On 1 March 1953, the regiment formed the 1st and 2nd photo-electricians companies, and the 1st and 2nd camouflage companies. On 1 April 1954, the regiment was renamed 5th Engineer Grouping. The grouping consisted of a command, the V Army Corps Engineer Battalion, the 1st and 2nd photo-electricians companies, the 1st and 2nd camouflage companies, and the I and IV miners battalions, which were both based in Udine. On 1 January 1955, the grouping moved from Vicenza to Udine and on 1 April of the same year, the grouping was renamed 5th Engineer Regiment. On 7 May 1955, the regiment transferred the 1st Photo-Electricians Company to the 1st Engineer Regiment and the 1st Camouflage Company to the 2nd Engineer Regiment. For its work after the 1966 Venice flood the regiment was awarded a Bronze Medal of Civil Valor, which was affixed to the regiment's flag and added to the regiment's coat of arms. On 1 June 1974, the 2nd Photo-Electricians Company and 2nd Camouflage Company were disbanded, while the IV Miners Battalion was reduced to a reserve unit on 6 November of the same year.

During the 1975 army reform the army disbanded the regimental level and newly independent battalions were granted for the first time their own flags. During the reform engineer battalions were named for a lake, if they supported an corps-level command, or a river, if they supported a division or brigade. On 1 June 1975, the IV Miners Battalion was disbanded, followed on 31 December 1975, by the 5th Engineer Regiment. The next day, on 1 January 1976, the disbanded regiment's I Miners Battalion and V Army Corps Engineer Battalion became autonomous units. On the same day, the I Miners Battalion was renamed 1st Miners Battalion "Garda", while the V Army Corps Engineer Battalion was renamed 5th Engineer Battalion "Bolsena". The battalion was named for the volcanic crater Lake Bolsena, which is located in Lazio. The battalion was assigned, together with the 1st Miners Battalion "Garda" and the 3rd Sappers Battalion "Verbano", to the 5th Army Corps' Engineer Command. After the reform the 5th Engineer Battalion "Bolsena" consisted of a command, a command and park company, and three engineer companies. At the time the battalion fielded 756 men (38 officers, 98 non-commissioned officers, and 620 soldiers).

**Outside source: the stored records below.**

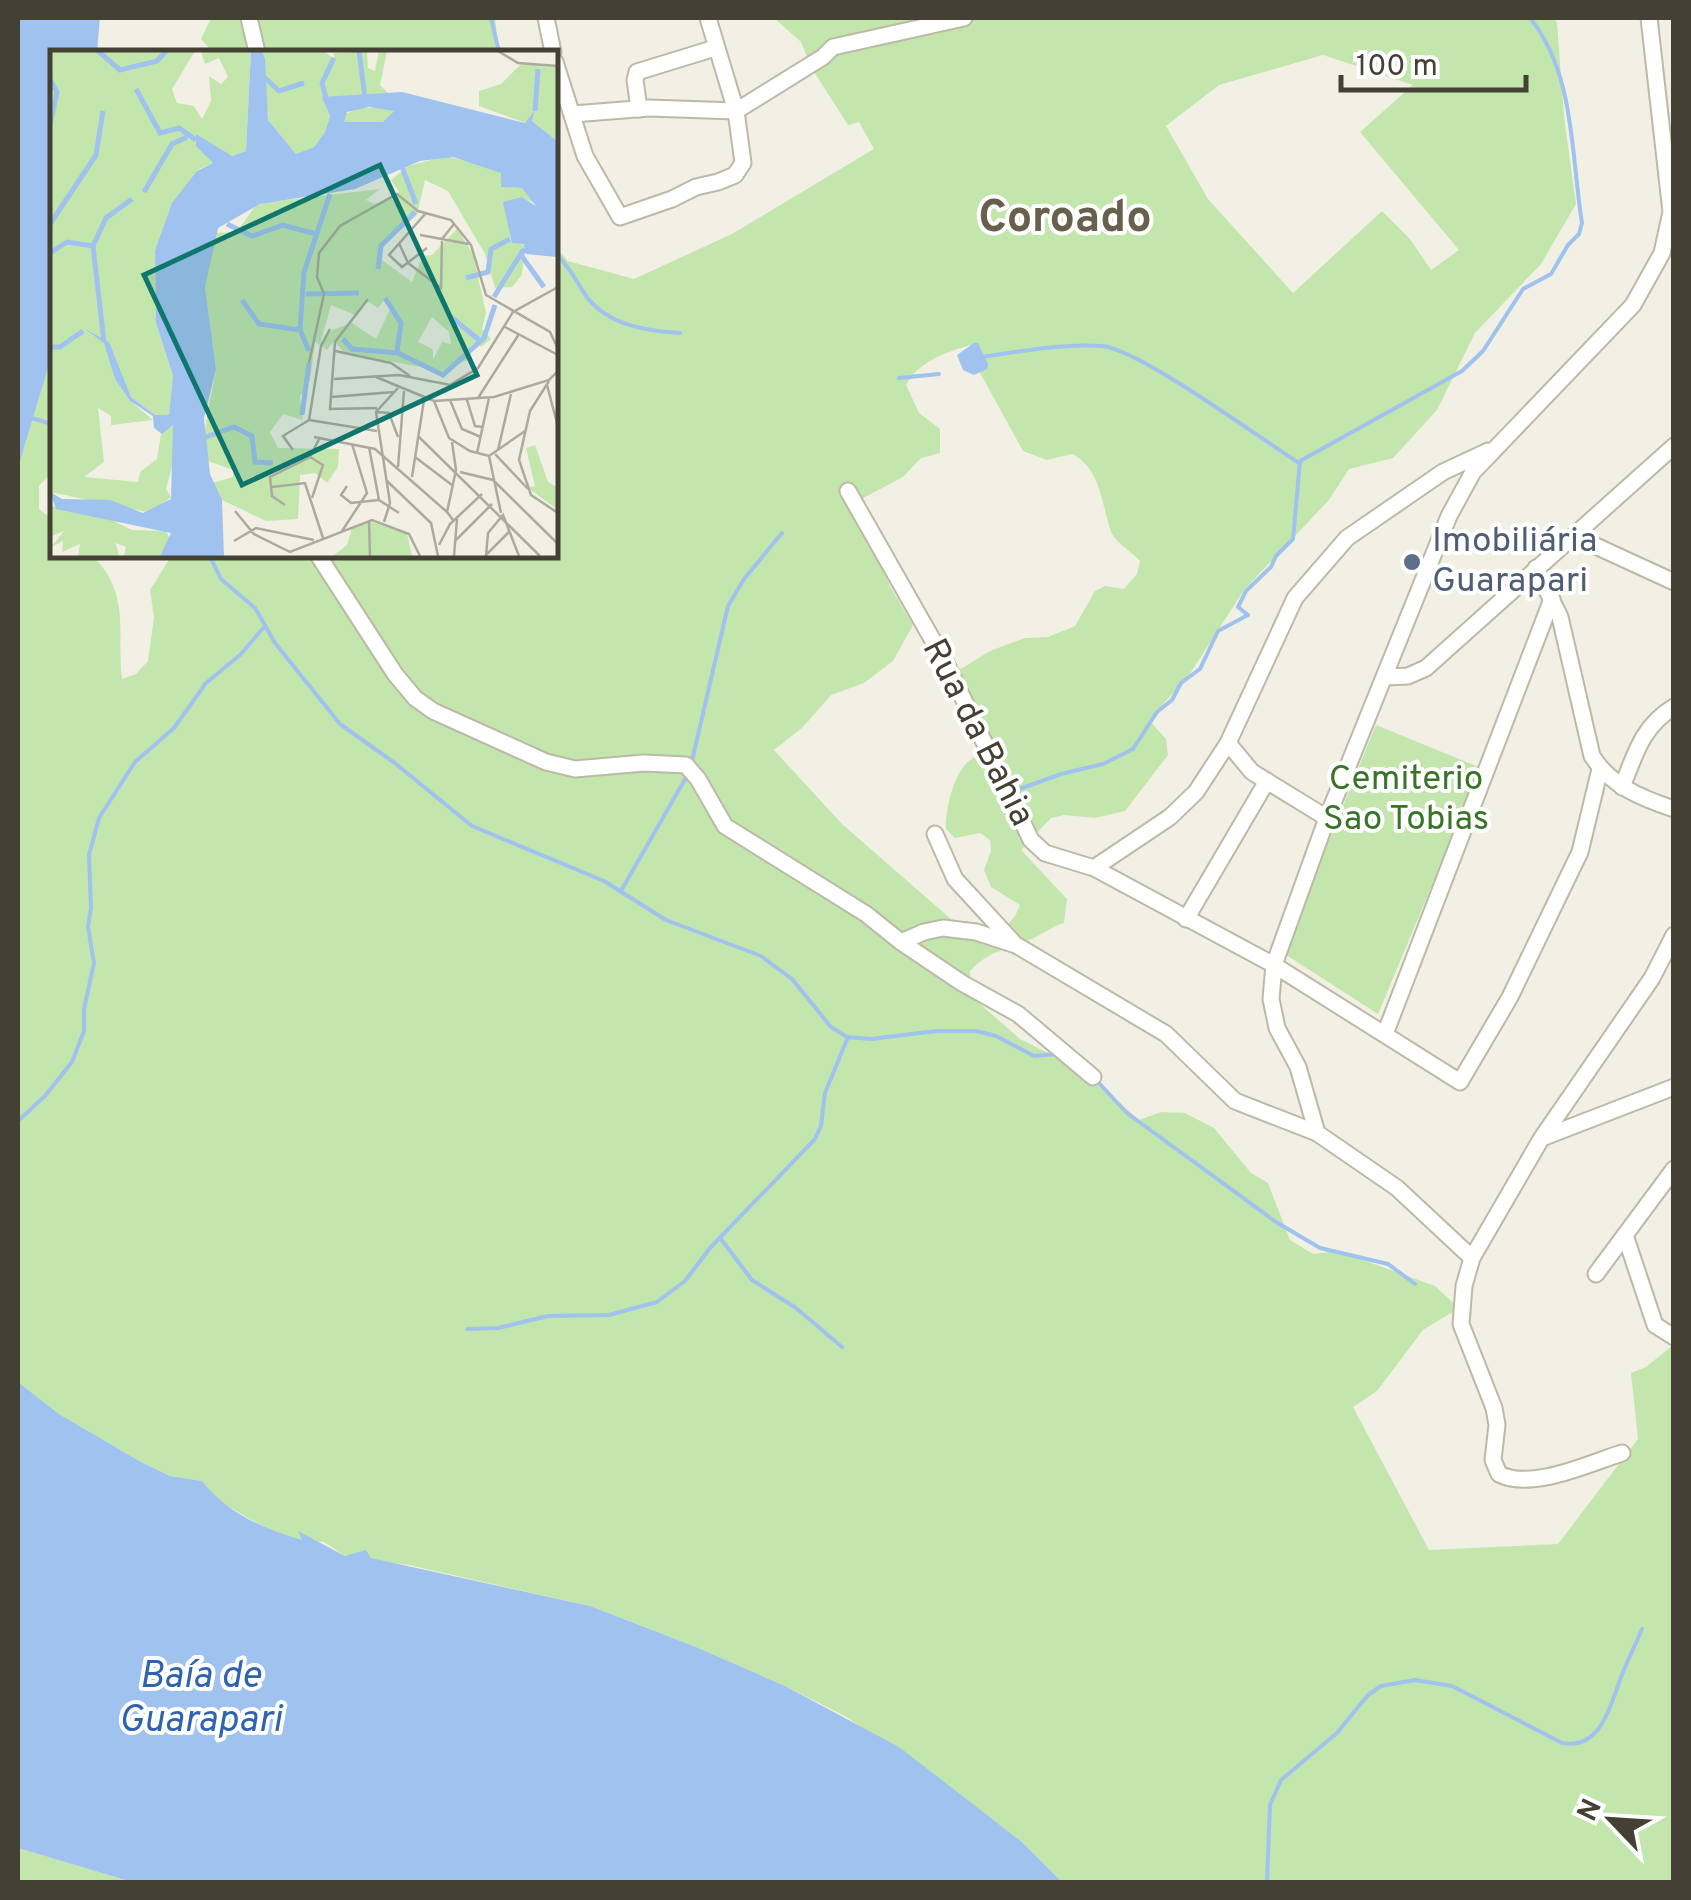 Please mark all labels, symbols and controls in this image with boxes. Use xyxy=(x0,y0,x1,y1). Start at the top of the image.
scale bar xyxy=(1341,30,1526,92)
text: 100 m xyxy=(1356,49,1438,86)
inset map xyxy=(50,50,558,558)
district label: Coroado xyxy=(978,191,1152,248)
place label: Imobiliária Guarapari xyxy=(1432,520,1597,604)
marker: Imobiliária Guarapari xyxy=(1401,551,1423,573)
street label: Rua da Bahia xyxy=(911,632,1043,834)
park label: Cemiterio Sao Tobias xyxy=(1323,758,1489,842)
water label: Baía de Guarapari xyxy=(118,1653,284,1746)
north arrow xyxy=(1561,1770,1661,1870)
text: N xyxy=(1570,1794,1612,1827) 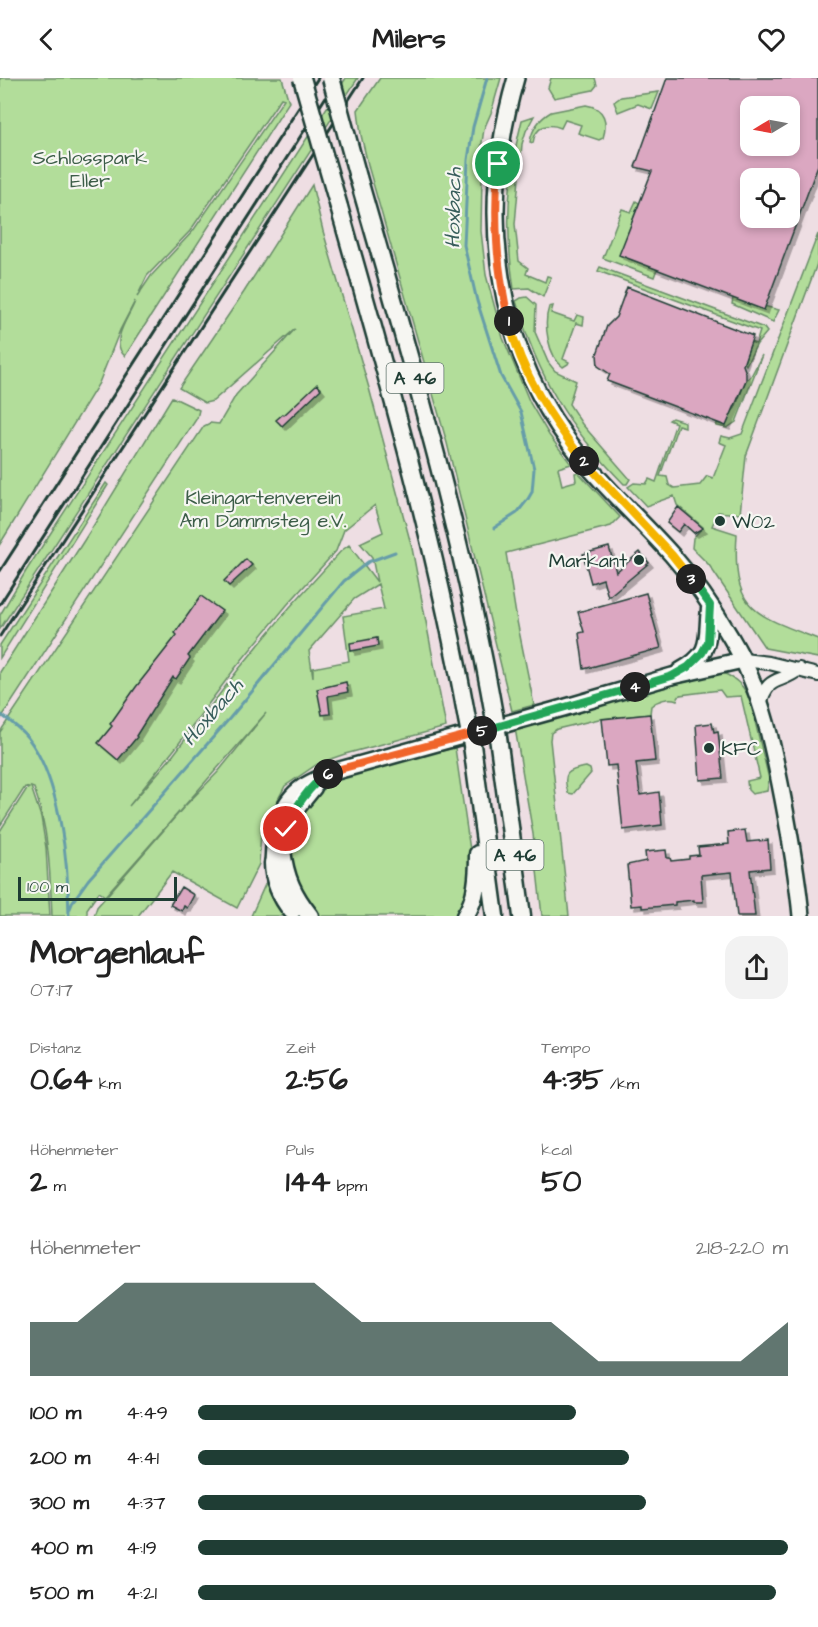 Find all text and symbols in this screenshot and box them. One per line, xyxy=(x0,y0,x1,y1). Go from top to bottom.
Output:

On 12 November 1976, the President of the Italian Republic Giovanni Leone assigned with decree 846 the flag and traditions of the 5th Engineer Regiment to the battalion.

For its conduct and work after the 1976 Friuli earthquake the battalion was awarded a Bronze Medal of Army Valor, which was affixed to the battalion's flag and added to the battalion's coat of arms. After the 1980 Irpinia earthquake, the battalion was deployed to southern Italy for the rescue efforts. For its conduct and work in southern Italy the battalion was awarded a second Bronze Medal of Army Valor, which was affixed to the battalion's flag and added to the battalion's coat of arms. On 15 July 1987, the Command and Park Company split into the Command and Services Company and the Special Equipment Company. Afterwards the battalion consisted of the following units

- 5th Engineer Battalion "Bolsena", in Udine
  - Command and Services Company
  - 1st Engineer Company
  - 2nd Engineer Company
  - 3rd Engineer Company
  - Special Equipment Company

=== Recent times ===
On 31 March 1991, the 9th Heavy Field Artillery Group "Foggia" in Foggia was disbanded and over the next weeks the companies of the 5th Engineer Battalion "Bolsena" moved from Udine into the disbanded group's base in Foggia. On 1 May 1991, the 5th Engineer Battalion "Bolsena" completed its move to the South of Italy and was assigned to the Southern Military Region. On 31 August 1995, 1st Pontieri Engineer Battalion in Legnano and the 5th Engineer Battalion "Bolsena" in Foggia were disbanded. The next day, on 1 September 1995, the 5th Engineer Battalion "Bolsena" was reformed in Legnano with the personnel and materiel of the disbanded 1st Pontieri Engineer Battalion. The reformed battalion was assigned to the Northeastern Military Region.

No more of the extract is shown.